─── Provided data
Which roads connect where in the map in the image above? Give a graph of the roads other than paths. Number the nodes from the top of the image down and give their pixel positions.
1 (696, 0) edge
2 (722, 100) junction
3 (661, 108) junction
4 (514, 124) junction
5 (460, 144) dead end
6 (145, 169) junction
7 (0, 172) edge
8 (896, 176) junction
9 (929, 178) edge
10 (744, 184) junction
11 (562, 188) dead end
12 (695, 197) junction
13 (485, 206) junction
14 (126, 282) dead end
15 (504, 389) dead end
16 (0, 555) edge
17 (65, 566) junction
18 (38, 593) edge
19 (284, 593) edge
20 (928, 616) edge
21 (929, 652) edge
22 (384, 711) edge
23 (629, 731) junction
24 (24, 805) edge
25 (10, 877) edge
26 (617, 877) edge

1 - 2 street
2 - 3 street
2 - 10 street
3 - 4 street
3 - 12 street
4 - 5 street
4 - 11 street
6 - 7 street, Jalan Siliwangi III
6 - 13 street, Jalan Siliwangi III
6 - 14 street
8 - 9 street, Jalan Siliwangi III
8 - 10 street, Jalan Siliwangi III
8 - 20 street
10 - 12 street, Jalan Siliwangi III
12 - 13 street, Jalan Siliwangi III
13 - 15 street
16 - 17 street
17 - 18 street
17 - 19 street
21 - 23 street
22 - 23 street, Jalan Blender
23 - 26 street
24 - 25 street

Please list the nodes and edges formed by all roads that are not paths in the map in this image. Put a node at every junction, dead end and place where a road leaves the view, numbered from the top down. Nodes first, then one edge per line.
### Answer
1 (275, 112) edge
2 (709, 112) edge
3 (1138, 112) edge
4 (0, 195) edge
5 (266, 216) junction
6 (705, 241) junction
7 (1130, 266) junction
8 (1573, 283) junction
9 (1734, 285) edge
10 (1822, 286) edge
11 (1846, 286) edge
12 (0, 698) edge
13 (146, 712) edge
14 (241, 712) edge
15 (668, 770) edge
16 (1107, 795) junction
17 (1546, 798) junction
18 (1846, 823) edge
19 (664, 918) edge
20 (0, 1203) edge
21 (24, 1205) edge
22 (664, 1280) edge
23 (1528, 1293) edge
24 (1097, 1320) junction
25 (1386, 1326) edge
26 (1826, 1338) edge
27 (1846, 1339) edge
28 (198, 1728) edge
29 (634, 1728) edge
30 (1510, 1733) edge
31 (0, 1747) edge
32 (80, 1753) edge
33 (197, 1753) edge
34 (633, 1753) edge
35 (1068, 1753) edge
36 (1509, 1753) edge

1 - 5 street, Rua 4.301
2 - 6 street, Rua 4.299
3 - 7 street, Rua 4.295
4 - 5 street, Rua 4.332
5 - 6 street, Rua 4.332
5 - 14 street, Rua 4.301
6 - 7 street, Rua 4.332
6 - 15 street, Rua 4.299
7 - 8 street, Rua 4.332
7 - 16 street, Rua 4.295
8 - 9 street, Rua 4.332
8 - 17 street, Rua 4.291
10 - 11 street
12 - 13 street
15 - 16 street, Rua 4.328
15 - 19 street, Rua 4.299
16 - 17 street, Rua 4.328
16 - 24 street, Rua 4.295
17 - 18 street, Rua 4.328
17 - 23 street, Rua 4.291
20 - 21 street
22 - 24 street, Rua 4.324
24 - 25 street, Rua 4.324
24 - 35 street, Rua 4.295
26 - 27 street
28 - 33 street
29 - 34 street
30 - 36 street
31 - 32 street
──────
=== Assignment ===
Word for word, write out the entire listing once more.

=== Final answer ===
Which roads connect where in the map in the image above? Give a graph of the roads other than paths. Number the nodes from the top of the image down and give their pixel positions.
1 (696, 0) edge
2 (722, 100) junction
3 (661, 108) junction
4 (514, 124) junction
5 (460, 144) dead end
6 (145, 169) junction
7 (0, 172) edge
8 (896, 176) junction
9 (929, 178) edge
10 (744, 184) junction
11 (562, 188) dead end
12 (695, 197) junction
13 (485, 206) junction
14 (126, 282) dead end
15 (504, 389) dead end
16 (0, 555) edge
17 (65, 566) junction
18 (38, 593) edge
19 (284, 593) edge
20 (928, 616) edge
21 (929, 652) edge
22 (384, 711) edge
23 (629, 731) junction
24 (24, 805) edge
25 (10, 877) edge
26 (617, 877) edge

1 - 2 street
2 - 3 street
2 - 10 street
3 - 4 street
3 - 12 street
4 - 5 street
4 - 11 street
6 - 7 street, Jalan Siliwangi III
6 - 13 street, Jalan Siliwangi III
6 - 14 street
8 - 9 street, Jalan Siliwangi III
8 - 10 street, Jalan Siliwangi III
8 - 20 street
10 - 12 street, Jalan Siliwangi III
12 - 13 street, Jalan Siliwangi III
13 - 15 street
16 - 17 street
17 - 18 street
17 - 19 street
21 - 23 street
22 - 23 street, Jalan Blender
23 - 26 street
24 - 25 street

Please list the nodes and edges formed by all roads that are not paths in the map in this image. Put a node at every junction, dead end and place where a road leaves the view, numbered from the top down. Nodes first, then one edge per line.
### Answer
1 (275, 112) edge
2 (709, 112) edge
3 (1138, 112) edge
4 (0, 195) edge
5 (266, 216) junction
6 (705, 241) junction
7 (1130, 266) junction
8 (1573, 283) junction
9 (1734, 285) edge
10 (1822, 286) edge
11 (1846, 286) edge
12 (0, 698) edge
13 (146, 712) edge
14 (241, 712) edge
15 (668, 770) edge
16 (1107, 795) junction
17 (1546, 798) junction
18 (1846, 823) edge
19 (664, 918) edge
20 (0, 1203) edge
21 (24, 1205) edge
22 (664, 1280) edge
23 (1528, 1293) edge
24 (1097, 1320) junction
25 (1386, 1326) edge
26 (1826, 1338) edge
27 (1846, 1339) edge
28 (198, 1728) edge
29 (634, 1728) edge
30 (1510, 1733) edge
31 (0, 1747) edge
32 (80, 1753) edge
33 (197, 1753) edge
34 (633, 1753) edge
35 (1068, 1753) edge
36 (1509, 1753) edge

1 - 5 street, Rua 4.301
2 - 6 street, Rua 4.299
3 - 7 street, Rua 4.295
4 - 5 street, Rua 4.332
5 - 6 street, Rua 4.332
5 - 14 street, Rua 4.301
6 - 7 street, Rua 4.332
6 - 15 street, Rua 4.299
7 - 8 street, Rua 4.332
7 - 16 street, Rua 4.295
8 - 9 street, Rua 4.332
8 - 17 street, Rua 4.291
10 - 11 street
12 - 13 street
15 - 16 street, Rua 4.328
15 - 19 street, Rua 4.299
16 - 17 street, Rua 4.328
16 - 24 street, Rua 4.295
17 - 18 street, Rua 4.328
17 - 23 street, Rua 4.291
20 - 21 street
22 - 24 street, Rua 4.324
24 - 25 street, Rua 4.324
24 - 35 street, Rua 4.295
26 - 27 street
28 - 33 street
29 - 34 street
30 - 36 street
31 - 32 street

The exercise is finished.